-- knightworthlesschildlapdogweakmindedfoolsadthatallweyourelosingitseiferthesorceressdemandsiknowyourenotlikethat --
Blue sky.
Seifer blinked his eyes open, and saw nothing but blue sky for miles in every direction. Not that he looked in every direction. Wide, soothing blue sky.
Empty.
Nothing in it. No UFOs, no thunderclouds, no flying castles, no giant floating sleek black towers, nothing.
Nothing but a puffy white cloud in the shape of... a puffy white cloud. He'd never played that stupid game anyway, finding shapes in the clouds, making up meaning where there was none. He'd had better things to do.
Now he just stared.
It was a nice day, for sparring or fishing or lying on the ground wondering why you aren't dead. Wondering if maybe you are dead, and all you got for your trouble's a lousy blue sky and a crapass puffy cloud.
There was a rock digging into his back.
Which meant he wasn't dead -- unless this was hell, an eternity of empty sky and a friggin' rock stabbing into his back.
Screw it. He sat up -- or tried to -- and immediately regretted it. He hurt in a thousand new and interesting ways, and his decisive motion to sit up turned slow and strained. He was pretty sure he'd broken something; it was just a question of what.
And once he was in a semi-sitting position, the rock was out of his back and he regretted that, too. Missed that one single source of pain, just annoying enough to distract him from everything else. He would have kicked the damn rock right then if he could have.

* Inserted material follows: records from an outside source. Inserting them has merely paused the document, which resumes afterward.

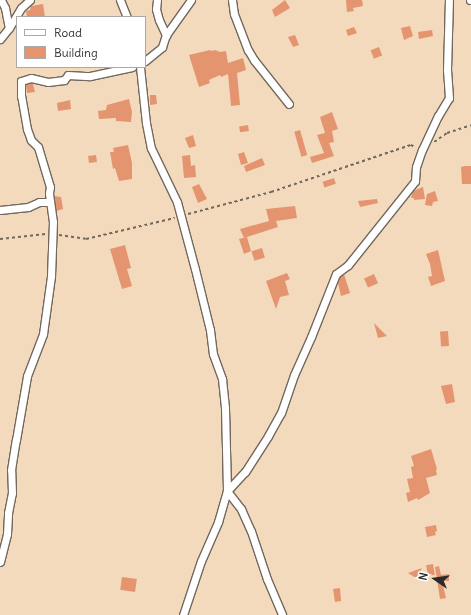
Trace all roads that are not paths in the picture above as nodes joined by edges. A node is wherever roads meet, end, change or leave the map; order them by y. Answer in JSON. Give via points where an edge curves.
{"nodes":[{"id":1,"x":1,"y":0,"type":"edge"},
{"id":2,"x":30,"y":0,"type":"edge"},
{"id":3,"x":120,"y":0,"type":"edge"},
{"id":4,"x":157,"y":0,"type":"edge"},
{"id":5,"x":191,"y":0,"type":"edge"},
{"id":6,"x":232,"y":0,"type":"edge"},
{"id":7,"x":449,"y":0,"type":"edge"},
{"id":8,"x":16,"y":16,"type":"edge"},
{"id":9,"x":16,"y":16,"type":"edge"},
{"id":10,"x":127,"y":16,"type":"edge"},
{"id":11,"x":9,"y":28,"type":"junction"},
{"id":12,"x":166,"y":35,"type":"junction"},
{"id":13,"x":0,"y":38,"type":"edge"},
{"id":14,"x":146,"y":61,"type":"edge"},
{"id":15,"x":127,"y":68,"type":"edge"},
{"id":16,"x":140,"y":68,"type":"edge"},
{"id":17,"x":289,"y":104,"type":"dead end"},
{"id":18,"x":50,"y":202,"type":"junction"},
{"id":19,"x":0,"y":210,"type":"edge"},
{"id":20,"x":227,"y":491,"type":"junction"},
{"id":21,"x":0,"y":562,"type":"edge"},
{"id":22,"x":183,"y":615,"type":"edge"},
{"id":23,"x":282,"y":615,"type":"edge"}],
"edges":[{"from":1,"to":11,"type":"street"},
{"from":2,"to":8,"type":"street"},
{"from":3,"to":10,"type":"street"},
{"from":4,"to":12,"type":"street","via":[[156,9]]},
{"from":5,"to":12,"type":"street"},
{"from":6,"to":17,"type":"street","via":[[234,14],[248,50]]},
{"from":7,"to":20,"type":"street","via":[[449,98],[422,150],[416,167],[415,181],[348,265],[336,274],[281,413],[245,472]]},
{"from":9,"to":11,"type":"street"},
{"from":11,"to":13,"type":"street"},
{"from":12,"to":14,"type":"street","via":[[162,47]]},
{"from":15,"to":18,"type":"street","via":[[90,76],[68,75],[64,80],[48,82],[31,78],[21,81],[27,129],[31,140],[38,147],[46,172]]},
{"from":16,"to":20,"type":"street","via":[[150,148],[176,202],[196,269],[213,354],[222,379]]},
{"from":18,"to":19,"type":"street"},
{"from":18,"to":21,"type":"street","via":[[52,234],[47,303],[42,334],[27,376],[20,414],[12,461],[12,493],[7,534]]},
{"from":20,"to":22,"type":"street"},
{"from":20,"to":23,"type":"street","via":[[241,509],[251,531]]}]}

Sitting up, he could see that his blue sky ended -- over there, at the mountains, and over there, at the horizon, and over there, right next to him. He was sitting -- if you could call it sitting -- on Fighter's Ledge. That was what the cadets called it. Officially, B-Garden refused to acknowledge its existence except indirectly as one of the many dangerous places outside of Garden that were unsuitable for sparring. Maybe if they'd had that last duel in a sparring room, he'd have woken up there instead. It wasn't a comforting thought.
Neither was the thought that, when he was lying there, he should have been able to see the rocky edge where the mountains rose away on his right side. Shouldn't have all been blue sky -- but he'd only been seeing out of one eye; the right was swollen shut.
He thought, this is how Fujin sees the world, and was pissed off at his eye instead of the rock. He wondered where she was. POSSE, FOREVER, or until we decide we've had enough and side with Squall, whichever comes first.
And then he got to his feet, as quickly as the pain would let him, just in case there was anyone watching.
There wasn't.
There was the wind in his ears, and the sound of his boots scraping on the rocks -- couldn't tell, now, which one was the bastard who'd stabbed him in the back -- and maybe his own breathing, a little laboured because of the pain or the effort of getting up. What was left of his trenchcoat rustled in the wind. He thought he could probably inspect it and account for every single rip and tear, who was responsible and what kind of weapon they'd used.
Except -- except he'd had the strangest dreams, before he woke up here, dreams that felt so real so goddamn real about things he hadn't done and people he hadn't killed and things people might have said to him and orders Ultimecia couldn't have given. He'd watched the strangest scenes play out, dueling Squall but Squall kept fading in and out, fishing with Fujin and Raijin but neither of them actually being there, Matron scolding him and nothingness where her face should be. Rinoa saying his name, her eyes red and glowing, and Squall's scar kept shifting, one side to the other.
Seifer, blue sky all around him, closed his good eye and felt for his scar. It was still there, and he breathed. Couldn't remember anymore which side was the right one.
They were just dreams.
Maybe he'd been lying there since that duel with Squall, and all of it was dreaming. Even the good stuff. Especially the good stuff.
He opened the one eye again, and took a few steps towards the edge. His legs hurt. His head hurt. Everything hurt.
He looked down at the crater where Balamb Garden used to be -- he'd called it "home", once, sarcastically -- and looked around him at the blue sky.
Thought, for a second, about falling, or about regretting that he'd got up at all -- and then started climbing down, trying to remember the path he'd always taken.
Balamb wasn't far from here. No point in standing around, staring at clouds or wondering how he wound up where he did. No point in looking back, or thinking about how he woke up there, the last place he'd ever actually won.
Balamb wasn't that far. He'd make it.